Semi-realistic Hormuz Strait toll scene: ship at a toll gate, a frozen USDC coin in the foreground, with faint Bitcoin and yuan symbols.

Circle is drawing a bright line between price stability and geopolitical utility. Speaking to reporters in Seoul on April 13, CEO Jeremy Allaire said it was highly improbable that Iran would use USDC to collect any transit fees tied to the Strait of Hormuz, pushing back on a narrative that had begun to pull regulated stablecoins into a sanctions-evasion discussion. His point was not that digital payments are irrelevant to the issue, but that USDC is the wrong instrument for an actor seeking payment rails insulated from legal intervention.

That matters because the underlying toll story is serious enough to move markets. Reuters reported on April 7 that Iran wanted to charge fees for ships passing through the strait as part of its postwar proposals, and said there had been reports of at least one $2 million payment for passage, though Reuters could not confirm it. Separate market reporting described the fee structure as roughly $1 per barrel, with payment channels centered on Bitcoin or Chinese yuan rather than regulated dollar stablecoins. The payment rail is not a side detail here; it is part of the strategic design.

Compliance architecture makes USDC a poor fit for sanctioned flows

Allaire’s logic rests on Circle’s operating model. In Circle’s own words, when the company freezes USDC, it does so because “the law requires us to act,” describing freeze authority as a compliance obligation under U.S. and EU law rather than a discretionary security feature. That makes USDC highly usable for regulated firms, custodians and payment platforms, but much less attractive for any counterparty that wants liquidity beyond the reach of lawful seizure or address-level intervention. USDC’s core strength in regulated finance is exactly what limits its usefulness in a sanctions-sensitive corridor.
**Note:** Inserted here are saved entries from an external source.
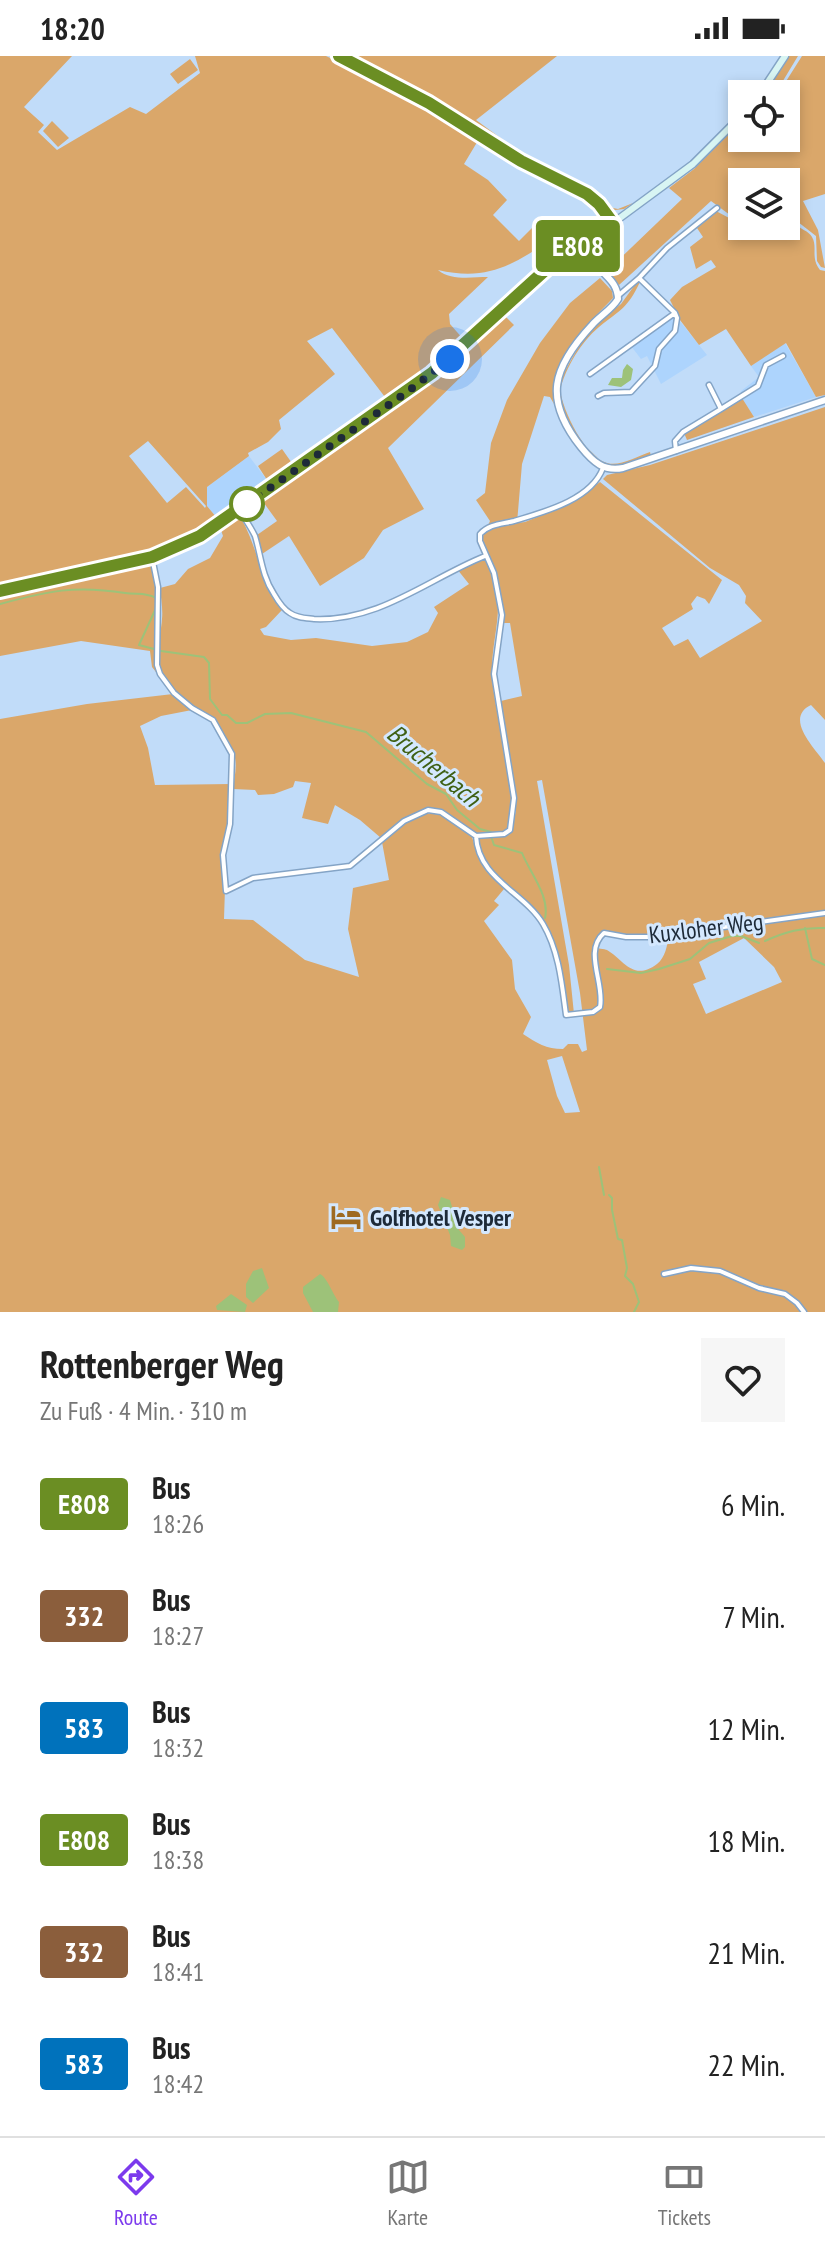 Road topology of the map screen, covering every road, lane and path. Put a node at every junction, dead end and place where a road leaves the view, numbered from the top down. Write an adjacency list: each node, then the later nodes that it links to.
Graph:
1 (339, 56): 6 (main road)
2 (785, 56): 3 (main road)
3 (769, 80)
4 (728, 129): 6 (main road)
5 (717, 208): 8 (street)
6 (613, 223): 7 (main road)
7 (599, 240): 9 (street); 19 (main road)
8 (639, 278): 9 (street); 10 (street)
9 (619, 295): 18 (street)
10 (675, 313): 12 (street); 14 (street)
11 (783, 356): 16 (street)
12 (590, 374)
13 (709, 385): 16 (street)
14 (598, 396)
15 (825, 400): 17 (street)
16 (721, 409): 17 (street)
17 (676, 451): 18 (street)
18 (600, 466): 20 (street)
19 (239, 509): 20 (street); 21 (main road)
20 (485, 556): 23 (street)
21 (152, 557): 22 (main road); 23 (street)
22 (0, 591)
23 (476, 836): 24 (street, Kuxloher Weg)
24 (825, 913)
25 (664, 1274): 26 (street)
26 (804, 1312)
That distinction is sharper now because Circle has been under recent scrutiny over why it did not freeze stolen USDC immediately after the April 1 Drift exploit. The company has responded by emphasizing that it acts on legal compulsion, not on public pressure or informal expectations. In other words, the same compliance perimeter that constrained Circle’s response in a DeFi incident also informs Allaire’s view that USDC is an implausible rail for an Iran-linked toll regime. The issuer is signaling that controllability exists, but only inside formal legal process.

The episode reinforces a broader split in payment rails

The larger takeaway is that geopolitically charged flows are likely to remain segmented by design. Assets with explicit issuer controls, strong law-enforcement cooperation and freeze capability will continue to be favored by mainstream financial intermediaries, but disfavored by actors seeking censorship resistance or sanctions workarounds. Bitcoin and yuan-linked channels, by contrast, offer very different tradeoffs: one is permissionless and difficult to freeze at the protocol level, while the other can operate through state-aligned bilateral infrastructure outside the dollar system. In stressed geopolitical environments, neutrality is often less valuable than controllability or resistance to control.

Allaire’s remarks are a useful reminder that instrument design shapes counterparty risk as much as branding does. A regulated stablecoin can scale because it is legible to supervisors and financial institutions, but that same design limits where it can credibly function in politically sensitive flows. The market is not converging on one universal payment rail; it is separating into rails optimized for compliance and rails optimized for evasion resistance.